August 14, 2015 6:56:09 pm
Seventh ball into his innings, Sri Lankan batsman Dinesh Chandimal attempted a sweep off Ravichandran Ashwin. The ball bounced a little more, took the top edge and went to backward short leg. The sound might have reached the Galle Fort but umpire Bruce Oxenford was unmoved. Lahiru Thirimanne, too, was given a reprieve in the next over, this time by umpire Nigel Llong. The left-hander went forward to an Amit Mishra leg-break, had a thick inside edge on to the pad and the ball lobbed to silly point. Llong negated the appeal and the Indians looked flabbergasted.
TV umpire Ranmore Martinesz soon joined the party. Chandimal had driven a Mishra delivery which met silly point’s boot before popping up for the bowler to complete a simple catch. On referral, the umpire didn’t find the video evidence conclusive enough to rule Chandimal out.
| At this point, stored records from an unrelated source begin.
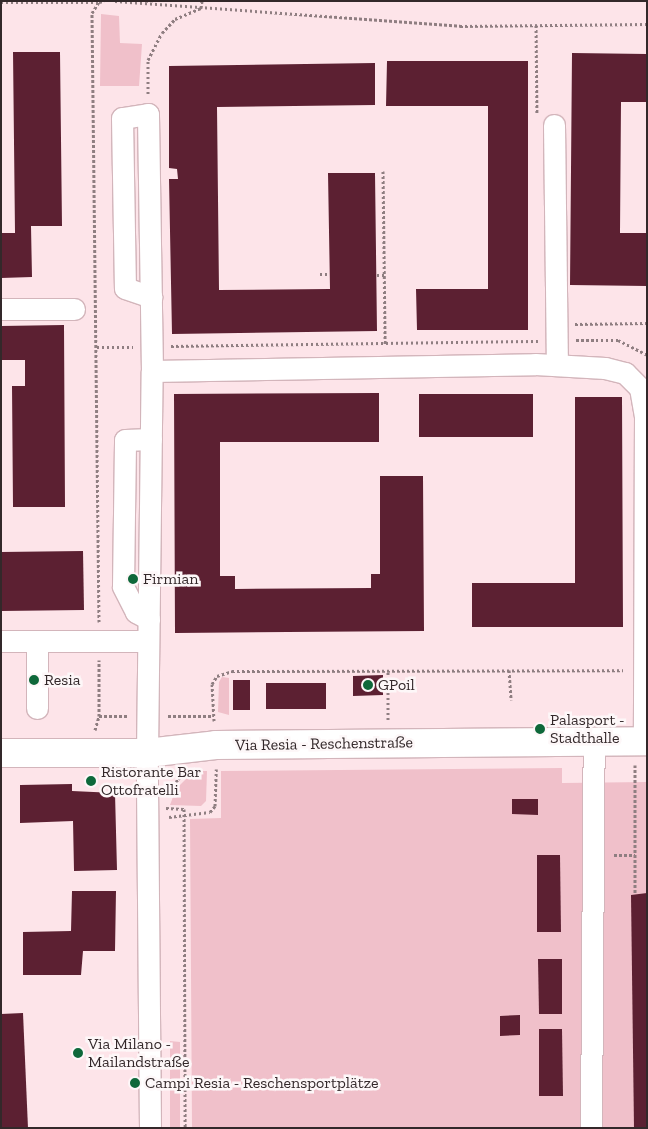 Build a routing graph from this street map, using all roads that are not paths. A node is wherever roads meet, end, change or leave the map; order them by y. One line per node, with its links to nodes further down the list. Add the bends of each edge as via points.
1 (148, 114): 6 (street)
2 (554, 125): 5 (street)
3 (1, 309): 4 (street)
4 (74, 310)
5 (557, 365): 6 (street); 13 (street, via 624,373 640,388 644,416)
6 (152, 371): 7 (street)
7 (151, 440): 8 (street); 8 (street, via 125,440 123,586 136,612)
8 (149, 618): 11 (street)
9 (1, 641): 10 (street)
10 (37, 641): 11 (street); 12 (street)
11 (148, 641): 16 (street)
12 (37, 708)
13 (642, 741): 14 (main road, Via Resia - Reschenstraße)
14 (594, 742): 16 (main road, Via Resia - Reschenstraße, via 216,745); 18 (street)
15 (1, 753): 16 (main road, Via Resia - Reschenstraße)
16 (147, 753): 17 (street)
17 (150, 1128)
18 (591, 1128) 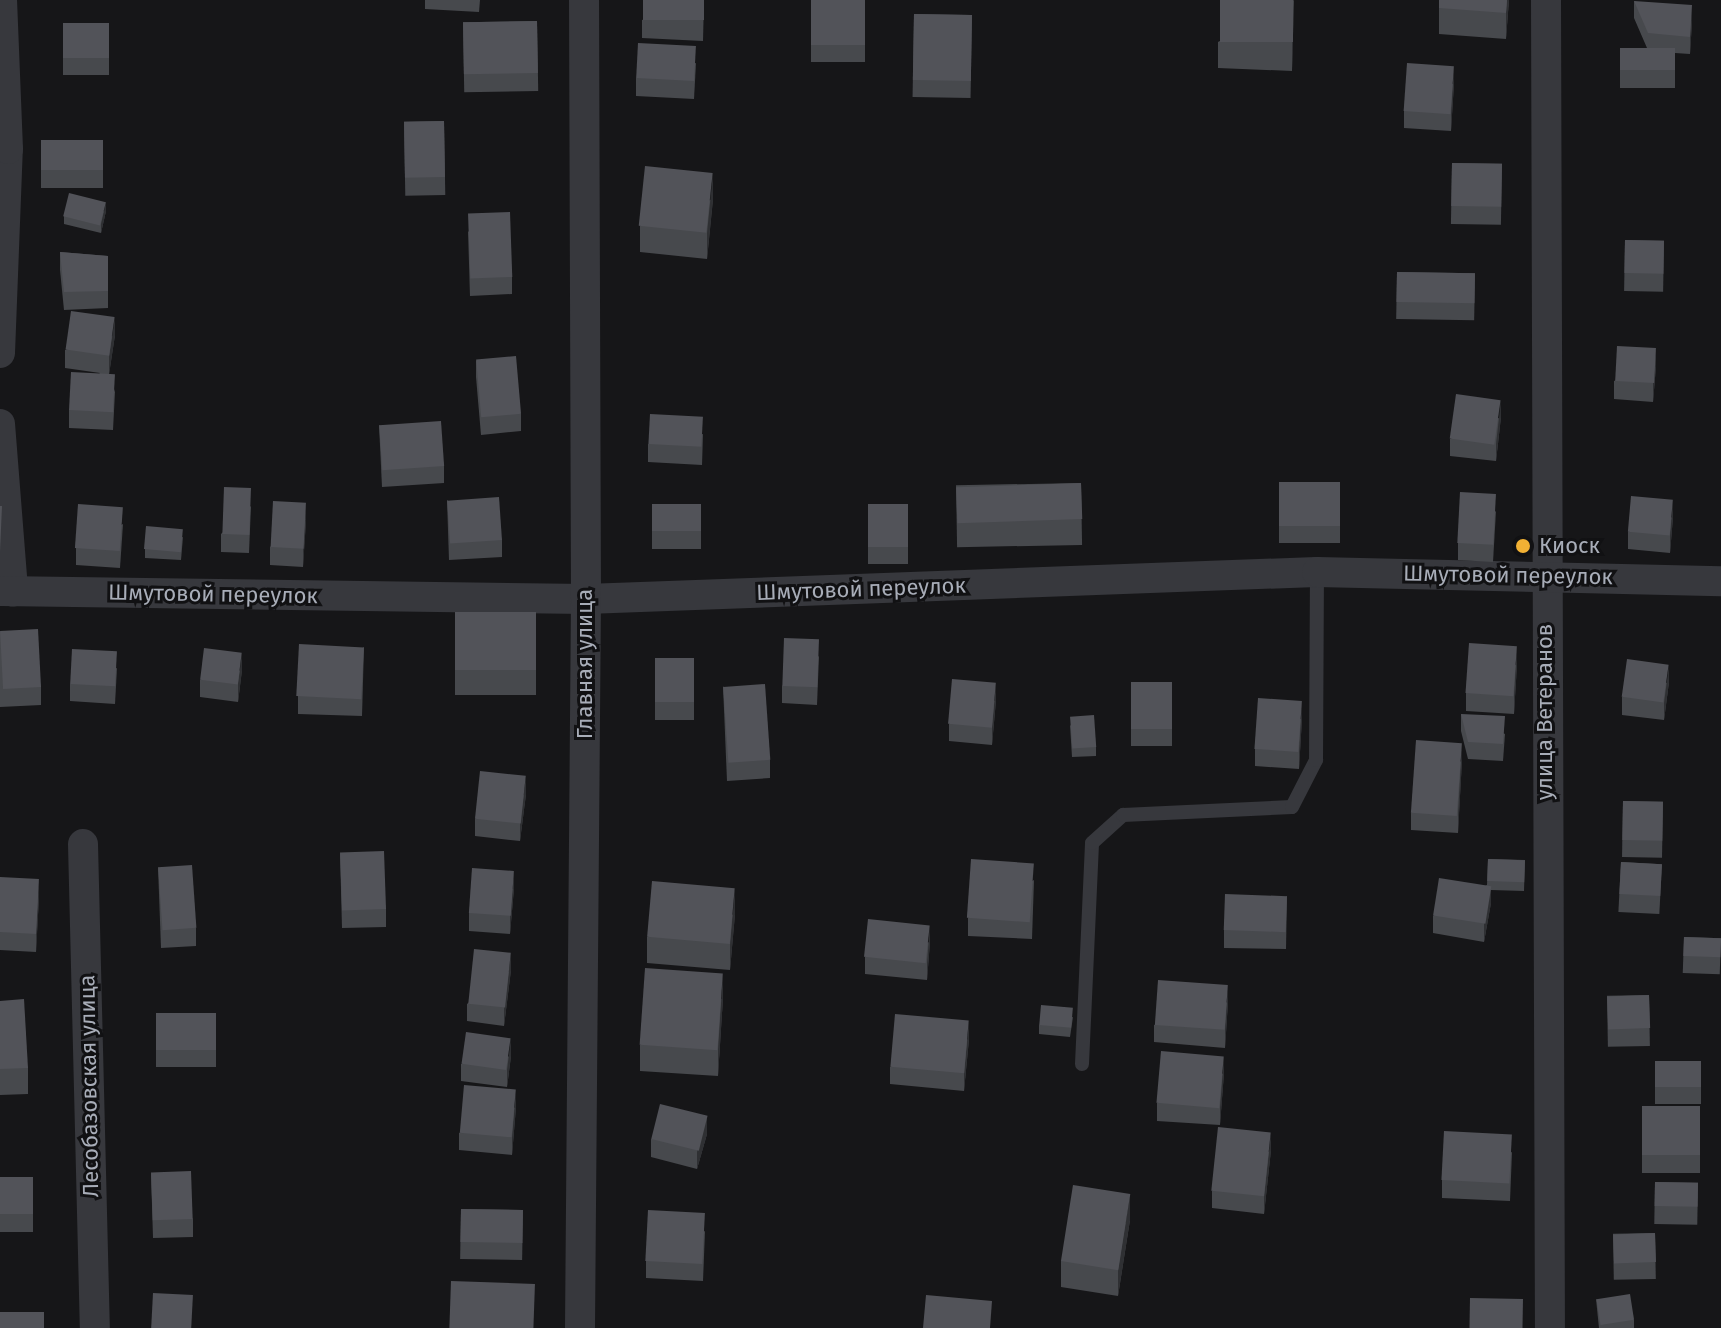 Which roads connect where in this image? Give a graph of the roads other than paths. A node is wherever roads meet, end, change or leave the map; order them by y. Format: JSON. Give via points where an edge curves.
{"nodes":[{"id":1,"x":2,"y":0,"type":"edge"},
{"id":2,"x":584,"y":0,"type":"edge"},
{"id":3,"x":1546,"y":0,"type":"edge"},
{"id":4,"x":0,"y":353,"type":"edge"},
{"id":5,"x":0,"y":424,"type":"edge"},
{"id":6,"x":1317,"y":572,"type":"junction"},
{"id":7,"x":1544,"y":573,"type":"junction"},
{"id":8,"x":1721,"y":581,"type":"edge"},
{"id":9,"x":7,"y":591,"type":"edge"},
{"id":10,"x":586,"y":599,"type":"junction"},
{"id":11,"x":83,"y":844,"type":"dead end"},
{"id":12,"x":1082,"y":1064,"type":"dead end"},
{"id":13,"x":95,"y":1328,"type":"edge"},
{"id":14,"x":580,"y":1328,"type":"edge"},
{"id":15,"x":1550,"y":1328,"type":"edge"}],
"edges":[{"from":1,"to":4,"type":"street","via":[[8,149]]},
{"from":2,"to":10,"type":"street","name":"Главная улица"},
{"from":3,"to":7,"type":"street","name":"улица Ветеранов"},
{"from":5,"to":9,"type":"street"},
{"from":6,"to":7,"type":"street","name":"Шмутовой переулок"},
{"from":6,"to":10,"type":"street","name":"Шмутовой переулок"},
{"from":6,"to":12,"type":"lane","via":[[1316,760],[1292,807],[1123,815],[1092,843]]},
{"from":7,"to":8,"type":"street","name":"Шмутовой переулок"},
{"from":7,"to":15,"type":"street","name":"улица Ветеранов"},
{"from":9,"to":10,"type":"street","name":"Шмутовой переулок"},
{"from":10,"to":14,"type":"street","name":"Главная улица"},
{"from":11,"to":13,"type":"street","name":"Лесобазовская улица"}]}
It was almost a throwback to the 1980s, when every touring team to Sri Lanka found it very difficult to get decisions in their favour. During India’s visit across the Palk Strait in 1985, Kris Srikkanth was once given out at both ends; the bowler’s end umpire adjudging him leg before, while the square leg man upholding a stumping appeal. Those were the days of ‘patriotic’ match officials. Now we’ve neutral umpires at both ends so parochialism is no longer an issue. On Friday at the Galle International Stadium, both Llong and Oxenford put an exhibition of incompetence.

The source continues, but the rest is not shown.